Work required =>
Only lines with the word "href" are wanted; copy each of them from the listing below.

Data to examine =>
━━━━━━

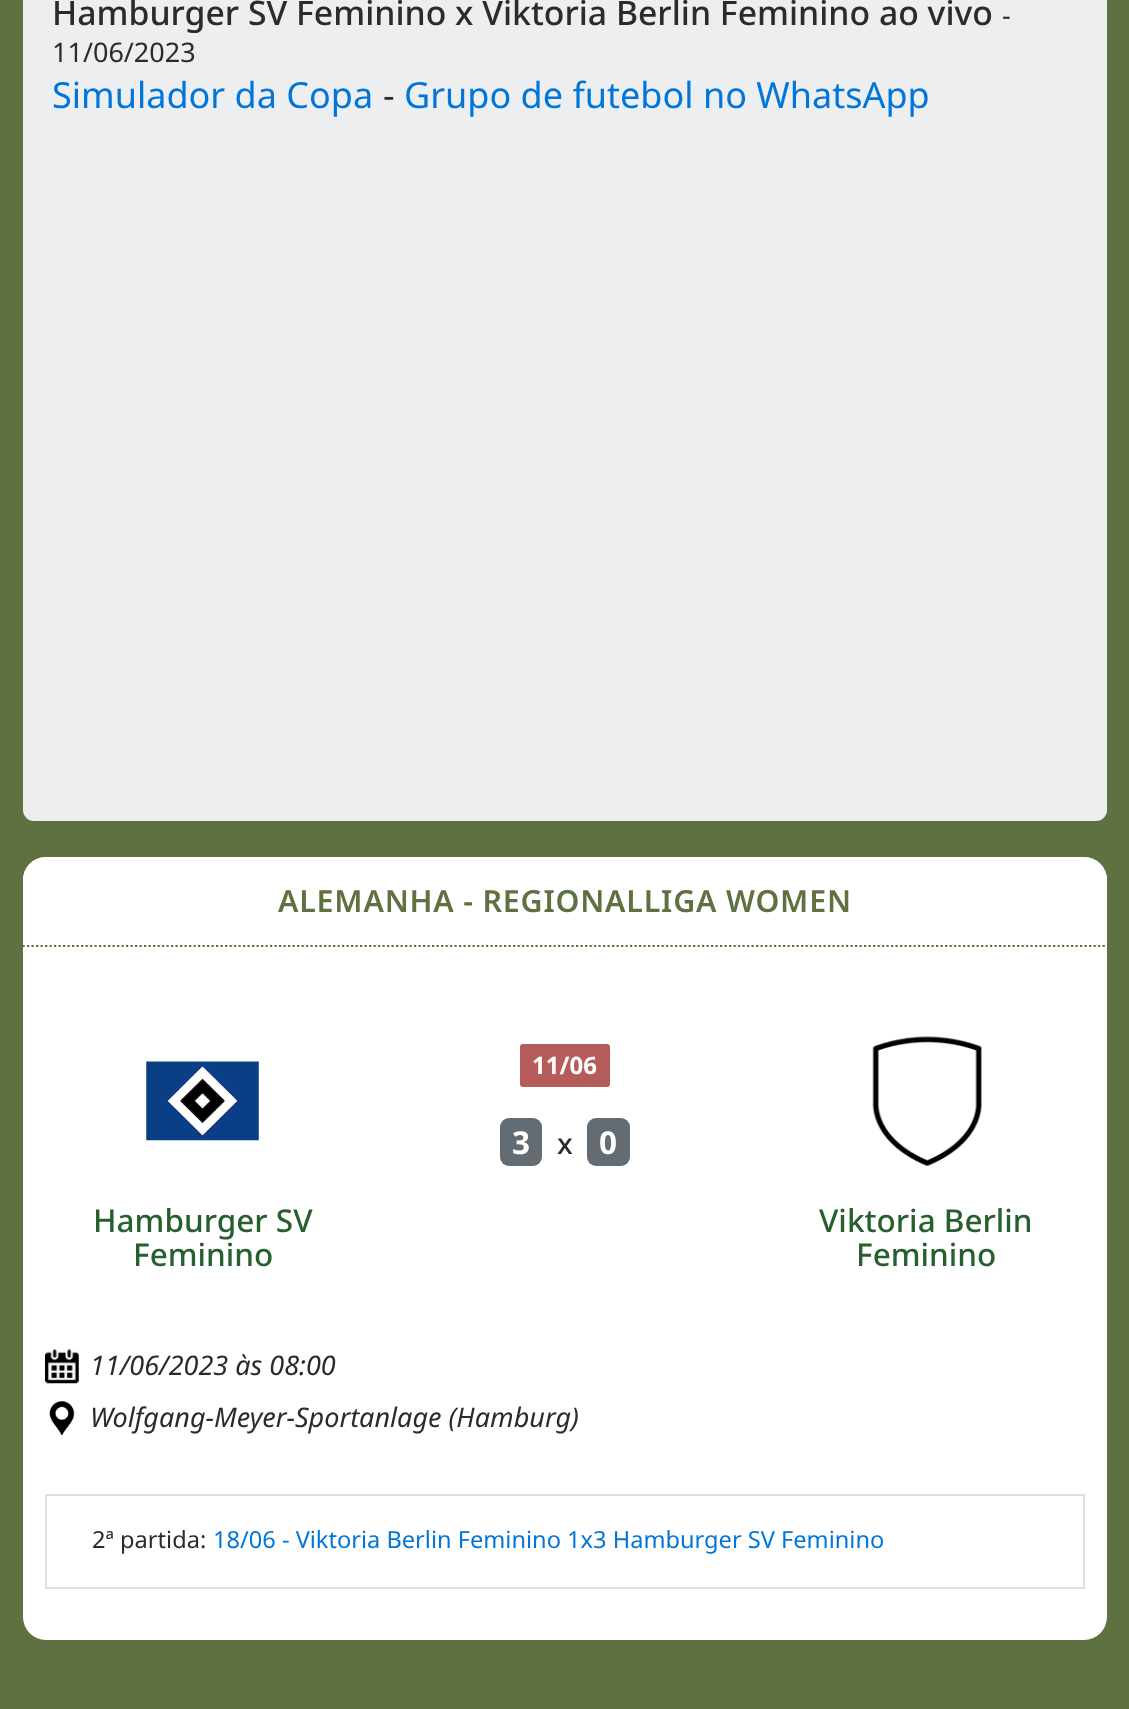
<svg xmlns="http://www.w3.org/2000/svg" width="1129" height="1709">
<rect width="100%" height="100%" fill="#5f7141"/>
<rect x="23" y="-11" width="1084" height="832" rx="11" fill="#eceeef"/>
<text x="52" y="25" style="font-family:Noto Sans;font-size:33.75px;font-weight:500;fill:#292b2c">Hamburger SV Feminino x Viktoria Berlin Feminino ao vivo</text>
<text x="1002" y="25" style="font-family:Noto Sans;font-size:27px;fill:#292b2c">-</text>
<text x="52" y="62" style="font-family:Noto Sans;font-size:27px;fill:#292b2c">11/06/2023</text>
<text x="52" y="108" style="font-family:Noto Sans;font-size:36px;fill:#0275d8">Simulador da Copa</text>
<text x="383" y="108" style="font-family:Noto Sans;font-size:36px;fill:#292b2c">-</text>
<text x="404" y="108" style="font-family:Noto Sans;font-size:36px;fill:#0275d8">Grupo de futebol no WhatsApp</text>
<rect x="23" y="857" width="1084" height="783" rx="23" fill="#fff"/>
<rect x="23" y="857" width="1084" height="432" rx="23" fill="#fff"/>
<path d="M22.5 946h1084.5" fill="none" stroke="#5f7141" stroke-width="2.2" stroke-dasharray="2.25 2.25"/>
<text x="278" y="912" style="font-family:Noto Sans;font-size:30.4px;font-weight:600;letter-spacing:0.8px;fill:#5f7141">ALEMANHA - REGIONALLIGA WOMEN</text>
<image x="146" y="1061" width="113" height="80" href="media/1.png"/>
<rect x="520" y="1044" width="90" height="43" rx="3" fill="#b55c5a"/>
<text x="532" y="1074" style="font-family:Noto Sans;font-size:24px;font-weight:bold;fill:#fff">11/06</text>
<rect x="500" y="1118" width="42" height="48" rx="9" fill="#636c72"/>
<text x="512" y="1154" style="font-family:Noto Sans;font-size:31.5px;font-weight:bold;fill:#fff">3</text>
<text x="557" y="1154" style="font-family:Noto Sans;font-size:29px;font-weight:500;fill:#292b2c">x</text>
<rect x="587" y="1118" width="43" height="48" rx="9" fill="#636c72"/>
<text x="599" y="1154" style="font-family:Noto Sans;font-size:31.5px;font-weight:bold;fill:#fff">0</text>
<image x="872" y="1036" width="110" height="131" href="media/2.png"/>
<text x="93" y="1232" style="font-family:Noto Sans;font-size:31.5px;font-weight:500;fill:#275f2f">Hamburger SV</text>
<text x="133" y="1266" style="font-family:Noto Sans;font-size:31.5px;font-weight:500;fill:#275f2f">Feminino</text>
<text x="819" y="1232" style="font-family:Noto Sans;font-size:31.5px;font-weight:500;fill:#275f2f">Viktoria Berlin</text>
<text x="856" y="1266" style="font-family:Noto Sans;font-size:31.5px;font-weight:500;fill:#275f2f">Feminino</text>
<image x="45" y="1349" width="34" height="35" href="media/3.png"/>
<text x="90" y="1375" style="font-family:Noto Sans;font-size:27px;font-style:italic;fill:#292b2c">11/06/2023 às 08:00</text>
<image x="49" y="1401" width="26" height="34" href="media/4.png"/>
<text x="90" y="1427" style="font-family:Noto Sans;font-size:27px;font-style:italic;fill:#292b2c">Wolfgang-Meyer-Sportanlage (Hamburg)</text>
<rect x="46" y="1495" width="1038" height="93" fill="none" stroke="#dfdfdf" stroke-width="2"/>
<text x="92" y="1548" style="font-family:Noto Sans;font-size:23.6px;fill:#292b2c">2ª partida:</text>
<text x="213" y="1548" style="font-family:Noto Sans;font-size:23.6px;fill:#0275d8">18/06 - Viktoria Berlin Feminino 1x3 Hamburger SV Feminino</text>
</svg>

━━━━━━

Answer for this exercise =>
<image x="146" y="1061" width="113" height="80" href="media/1.png"/>
<image x="872" y="1036" width="110" height="131" href="media/2.png"/>
<image x="45" y="1349" width="34" height="35" href="media/3.png"/>
<image x="49" y="1401" width="26" height="34" href="media/4.png"/>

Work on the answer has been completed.